◆ Exercise goal ◆
Make an exact copy of the records, omitting all images.

◆ Extracted entries ◆
---

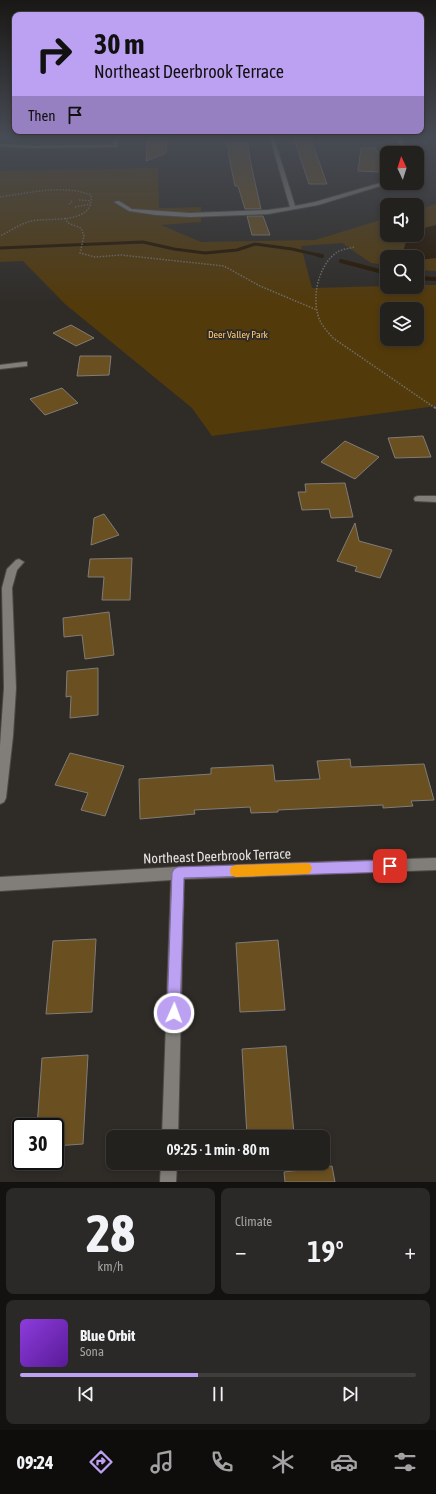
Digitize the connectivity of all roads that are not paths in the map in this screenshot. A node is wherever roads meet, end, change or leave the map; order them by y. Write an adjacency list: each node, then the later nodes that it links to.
1 (289, 193): 4 (street)
2 (353, 193): 4 (street)
3 (117, 202): 4 (street)
4 (293, 208)
5 (24, 364): 6 (street)
6 (0, 367)
7 (418, 499): 8 (street)
8 (436, 499)
9 (19, 562): 10 (street)
10 (0, 798)
11 (436, 864): 12 (street, Northeast Deerbrook Terrace)
12 (178, 873): 13 (street, Northeast Deerbrook Terrace); 14 (street)
13 (0, 884)
14 (170, 1130)
15 (169, 1170): 16 (street)
16 (168, 1182)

---

◆ Task output ◆
Digitize the connectivity of all roads that are not paths in the map in this screenshot. A node is wherever roads meet, end, change or leave the map; order them by y. Write an adjacency list: each node, then the later nodes that it links to.
1 (289, 193): 4 (street)
2 (353, 193): 4 (street)
3 (117, 202): 4 (street)
4 (293, 208)
5 (24, 364): 6 (street)
6 (0, 367)
7 (418, 499): 8 (street)
8 (436, 499)
9 (19, 562): 10 (street)
10 (0, 798)
11 (436, 864): 12 (street, Northeast Deerbrook Terrace)
12 (178, 873): 13 (street, Northeast Deerbrook Terrace); 14 (street)
13 (0, 884)
14 (170, 1130)
15 (169, 1170): 16 (street)
16 (168, 1182)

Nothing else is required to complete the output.